The plot was suitably gritty and the casting predictably formulaic, with a corrupt mayor, a brash police chief, a fair-minded police captain, a pair of cops with eyes only for each other, and enough bad sorts and ne'er-do-wells to fill 11 episodes. It was the kind of formula many other successful US cop shows had followed. 

Where Cop Rock fell down was with the singing. Several times in every show, the spoken dialogue would be ditched as the cast broke into song, often in ways that defied both logic and sanity.
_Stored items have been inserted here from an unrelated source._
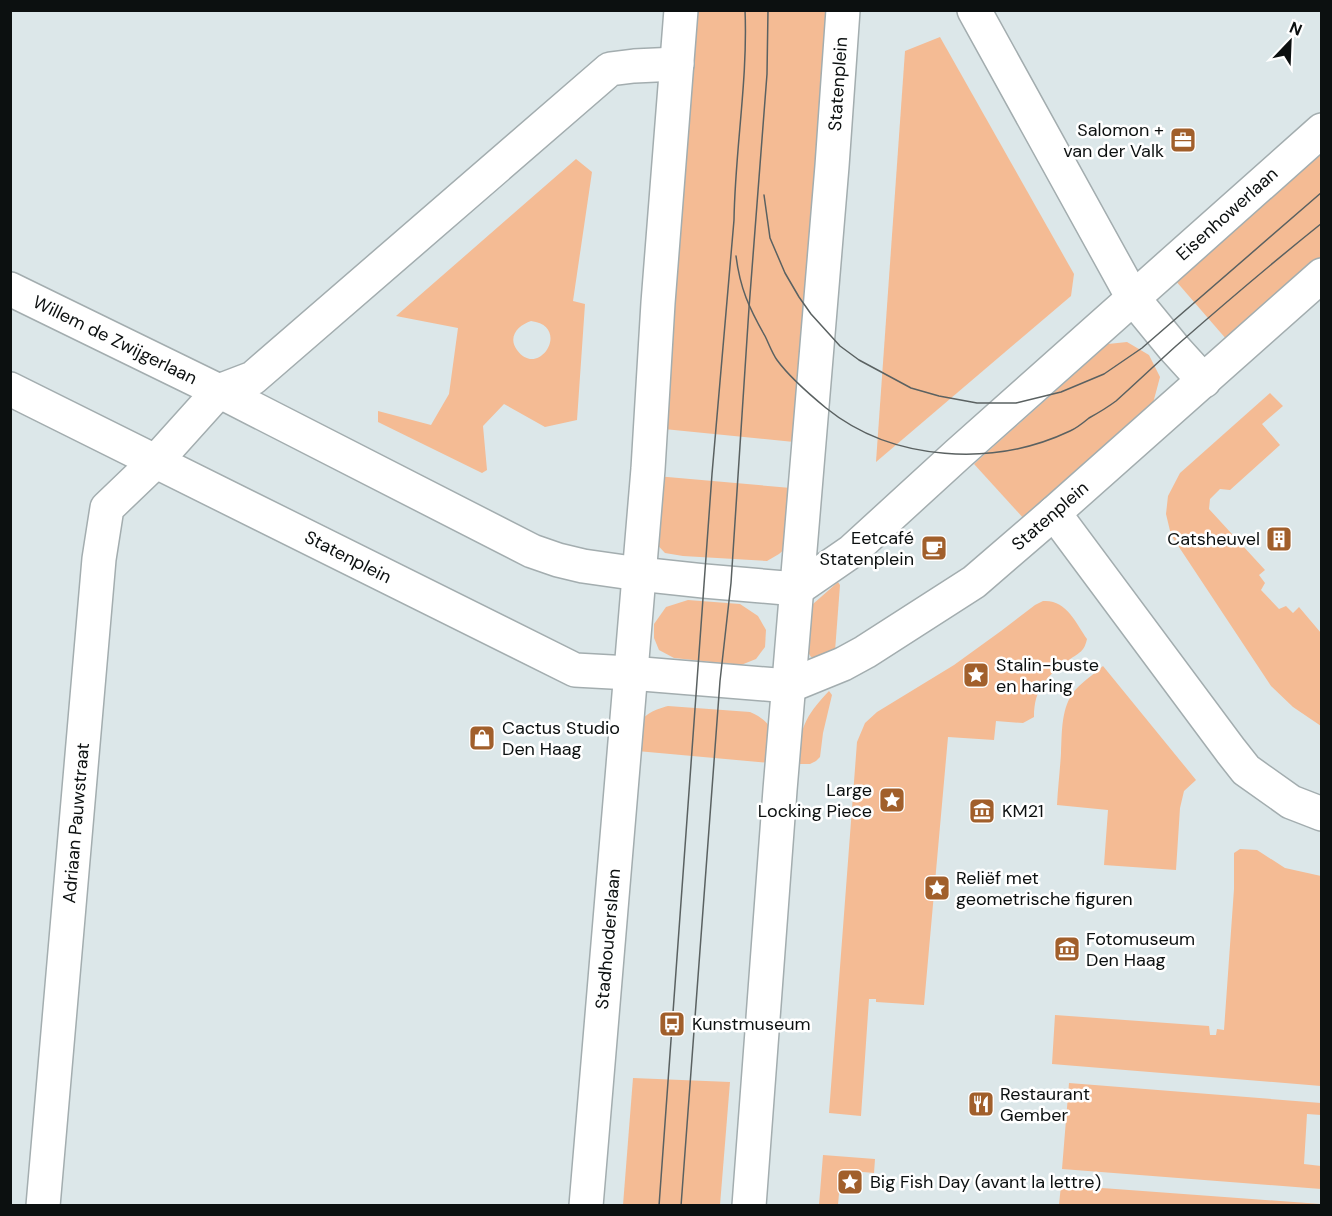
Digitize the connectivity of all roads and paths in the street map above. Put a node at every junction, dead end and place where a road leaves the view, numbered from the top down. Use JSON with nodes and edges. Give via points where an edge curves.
{"nodes":[{"id":1,"x":681,"y":10,"type":"edge"},
{"id":2,"x":843,"y":10,"type":"edge"},
{"id":3,"x":974,"y":10,"type":"edge"},
{"id":4,"x":677,"y":64,"type":"junction"},
{"id":5,"x":1322,"y":130,"type":"edge"},
{"id":6,"x":1322,"y":275,"type":"edge"},
{"id":7,"x":10,"y":289,"type":"edge"},
{"id":8,"x":1133,"y":298,"type":"junction"},
{"id":9,"x":1204,"y":381,"type":"junction"},
{"id":10,"x":10,"y":389,"type":"edge"},
{"id":11,"x":219,"y":391,"type":"junction"},
{"id":12,"x":156,"y":461,"type":"junction"},
{"id":13,"x":1054,"y":513,"type":"junction"},
{"id":14,"x":639,"y":574,"type":"junction"},
{"id":15,"x":797,"y":588,"type":"junction"},
{"id":16,"x":630,"y":673,"type":"junction"},
{"id":17,"x":789,"y":686,"type":"junction"},
{"id":18,"x":1322,"y":814,"type":"edge"},
{"id":19,"x":44,"y":1206,"type":"edge"},
{"id":20,"x":586,"y":1206,"type":"edge"},
{"id":21,"x":749,"y":1206,"type":"edge"}],
"edges":[{"from":1,"to":4,"type":"street"},
{"from":2,"to":15,"type":"street","name":"Statenplein"},
{"from":3,"to":8,"type":"street"},
{"from":4,"to":11,"type":"street","via":[[610,69],[253,378]]},
{"from":4,"to":14,"type":"street"},
{"from":5,"to":8,"type":"street","name":"Eisenhowerlaan"},
{"from":6,"to":9,"type":"street"},
{"from":7,"to":11,"type":"street","name":"Willem de Zwijgerlaan"},
{"from":8,"to":9,"type":"street"},
{"from":8,"to":15,"type":"street","via":[[852,551]]},
{"from":9,"to":13,"type":"street","name":"Statenplein"},
{"from":10,"to":12,"type":"street"},
{"from":11,"to":12,"type":"street"},
{"from":11,"to":14,"type":"street","via":[[532,551],[583,566]]},
{"from":12,"to":16,"type":"street","name":"Statenplein","via":[[576,670]]},
{"from":12,"to":19,"type":"street","name":"Adriaan Pauwstraat","via":[[106,508]]},
{"from":13,"to":17,"type":"street","name":"Statenplein","via":[[974,582],[865,652]]},
{"from":13,"to":18,"type":"street","via":[[1246,770],[1291,802]]},
{"from":14,"to":15,"type":"street"},
{"from":14,"to":16,"type":"street"},
{"from":15,"to":17,"type":"street","name":"Statenplein"},
{"from":16,"to":17,"type":"street","name":"Statenplein"},
{"from":16,"to":20,"type":"street","name":"Stadhouderslaan"},
{"from":17,"to":21,"type":"street"}]}
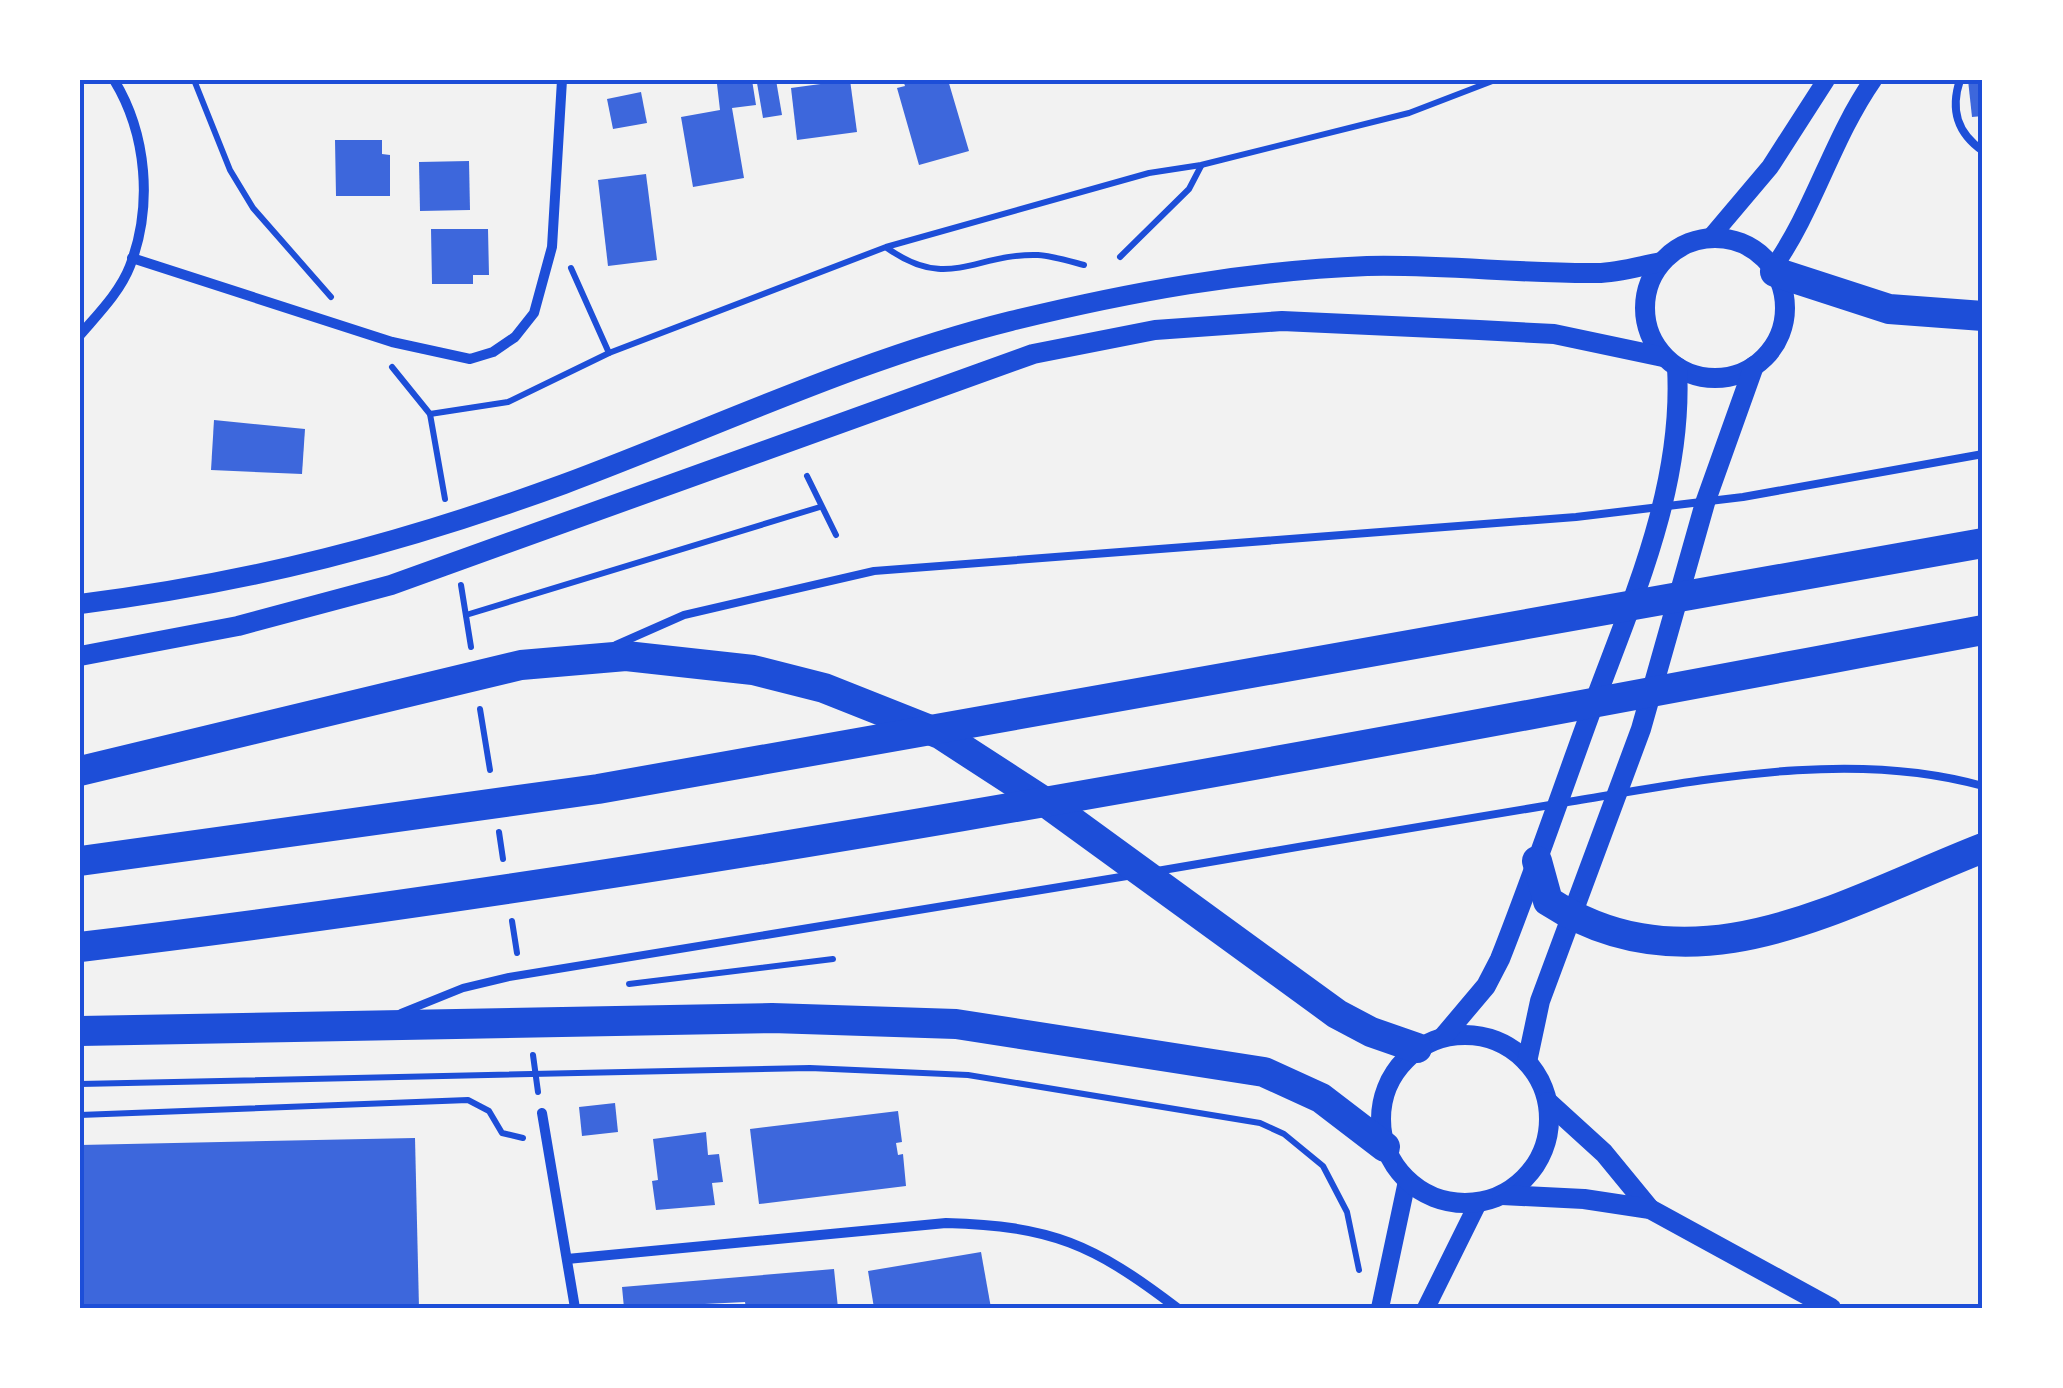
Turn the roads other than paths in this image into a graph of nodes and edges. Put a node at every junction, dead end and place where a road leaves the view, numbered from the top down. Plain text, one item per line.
1 (114, 80) edge
2 (562, 80) edge
3 (1826, 80) edge
4 (1873, 80) edge
5 (1960, 80) edge
6 (1983, 151) edge
7 (1710, 238) junction
8 (132, 258) junction
9 (1661, 262) junction
10 (1774, 270) junction
11 (1983, 316) edge
12 (80, 335) edge
13 (1670, 362) junction
14 (1754, 366) junction
15 (1983, 454) edge
16 (1983, 544) edge
17 (80, 604) edge
18 (1983, 630) edge
19 (80, 656) edge
20 (594, 656) junction
21 (80, 771) edge
22 (1983, 786) edge
23 (1983, 848) edge
24 (80, 861) edge
25 (1536, 861) joint
26 (1555, 906) junction
27 (80, 947) edge
28 (365, 1028) junction
29 (80, 1030) edge
30 (1430, 1042) junction
31 (1527, 1062) junction
32 (1548, 1102) junction
33 (543, 1118) road end
34 (1384, 1147) junction
35 (1406, 1181) junction
36 (1502, 1195) junction
37 (1478, 1203) junction
38 (1650, 1209) junction
39 (568, 1259) junction
40 (575, 1308) edge
41 (1177, 1308) edge
42 (1380, 1308) edge
43 (1426, 1308) edge
44 (1831, 1308) edge

1 - 8 street
2 - 8 street
3 - 7 street
4 - 10 street
5 - 6 lane
7 - 9 main road
7 - 10 main road
8 - 12 street
9 - 13 main road
9 - 17 main road
10 - 11 highway
10 - 14 main road
13 - 14 main road
13 - 19 main road
13 - 25 main road
14 - 26 main road
15 - 20 lane
16 - 24 highway
18 - 27 highway
20 - 21 highway
20 - 30 highway
22 - 28 lane
23 - 26 highway
25 - 26 highway
26 - 30 main road
26 - 31 main road
28 - 29 highway
28 - 34 highway
30 - 31 main road
30 - 34 main road
31 - 32 main road
32 - 36 main road
32 - 38 main road
33 - 39 street
34 - 35 main road
35 - 37 main road
35 - 42 street
36 - 37 main road
36 - 38 main road
37 - 43 street
38 - 44 main road
39 - 40 street
39 - 41 street

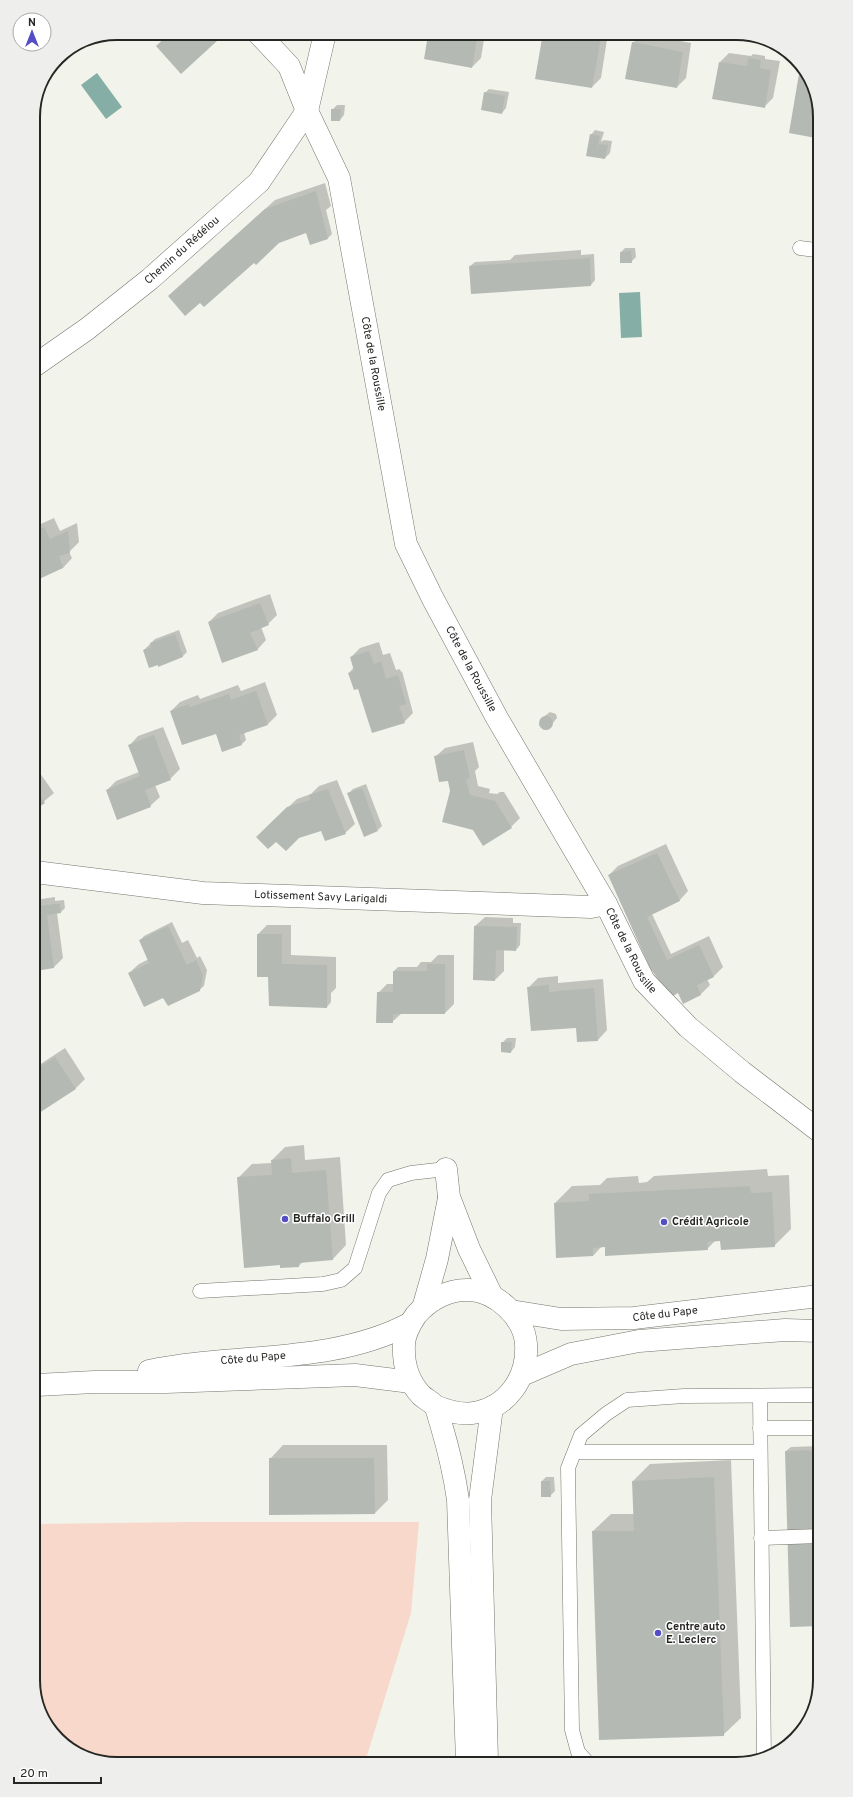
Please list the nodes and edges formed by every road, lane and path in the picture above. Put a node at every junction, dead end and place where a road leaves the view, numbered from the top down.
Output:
1 (265, 40) edge
2 (323, 40) edge
3 (307, 111) junction
4 (800, 248) dead end
5 (813, 250) edge
6 (40, 362) edge
7 (40, 873) edge
8 (606, 904) junction
9 (813, 1126) edge
10 (446, 1169) joint
11 (449, 1197) junction
12 (200, 1291) dead end
13 (492, 1296) junction
14 (813, 1297) edge
15 (424, 1305) junction
16 (511, 1311) junction
17 (410, 1324) junction
18 (813, 1331) edge
19 (522, 1374) junction
20 (94, 1382) junction
21 (410, 1382) junction
22 (40, 1385) edge
23 (813, 1395) edge
24 (760, 1396) junction
25 (435, 1406) junction
26 (492, 1407) junction
27 (760, 1428) junction
28 (813, 1428) edge
29 (575, 1452) junction
30 (760, 1452) junction
31 (813, 1536) edge
32 (761, 1538) junction
33 (764, 1752) edge
34 (467, 1757) edge
35 (487, 1757) edge
36 (582, 1757) edge

1 - 3 street, Côte de la Roussille
2 - 3 street
3 - 6 street, Chemin du Rédélou
3 - 8 street, Côte de la Roussille
4 - 5 lane
7 - 8 street, Lotissement Savy Larigaldi
8 - 9 street, Côte de la Roussille
10 - 11 street
10 - 12 lane
11 - 13 street
11 - 15 street
13 - 15 street
13 - 16 street
14 - 16 street, Côte du Pape
15 - 17 street
16 - 19 street
17 - 20 street, Côte du Pape
17 - 21 street
18 - 19 street
19 - 26 street
20 - 21 street, Côte du Pape
20 - 22 street, Côte du Pape
21 - 25 street
23 - 24 lane
24 - 27 lane
24 - 29 lane
25 - 26 street
25 - 34 street
26 - 35 street
27 - 28 lane
27 - 30 lane
29 - 30 lane
29 - 36 lane
30 - 32 lane
31 - 32 lane
32 - 33 lane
Like at the climax of the pilot episode, when a drug-addicted mother sings Randy Newman's Sandman’s Coming to her baby before selling it into adoption to raise money to support her habit. 

Then there's the somewhat problematic Bumpty Bumpty, when a female police officer more-or-less sexually assaults her partner after becoming aroused at a crime scene. "I wanna go bumpty bumpty!" she sings. "I wanna go woozy woo woo woo!" It was, at the very least, the kind of behaviour Columbo never engaged in. 

Or on The Homeless Song, when a police exercise to clear the streets of undesirable types is hindered when the targets of their operation break into song. 

Cop Rock was doomed from the off. The critics panned it from the off. And the viewers switched off altogether. ABC encouraged Bochco to drop the songs and turn the show into the thing he was good at – the conventional police drama – but he refused and a second series never materialised. It was probably never even discussed.

Positive critical reappraisal has not yet been forthcoming. The Bad Television website described the series as "God’s punishment on society for all the evil that we have done," TV Guide ranked it the eighth worst show ever made (a list topped by The Jerry Springer Show), and the AV Club described Bocho's project as a "debacle so legendary" that the show’s name had become shorthand for "surreally misconceived projects." Even the New York Times got involved, suggesting that Cop Rock may have laid the groundwork for much of the bad television that ensued. 

"I’m sorry it didn’t work, but I’ve never been ashamed of it or embarrassed by Cop Rock," said Bocho. "You know, if you’re a baseball player and you get a base hit three times out of 10, and you do that for 20 years, you’re going to be in the Hall Of Fame, but you’re still gonna strike out sometimes. That’s inevitable. But at least I went down swinging!"

Perhaps remarkably, Cop Rock was released on DVD in 2016.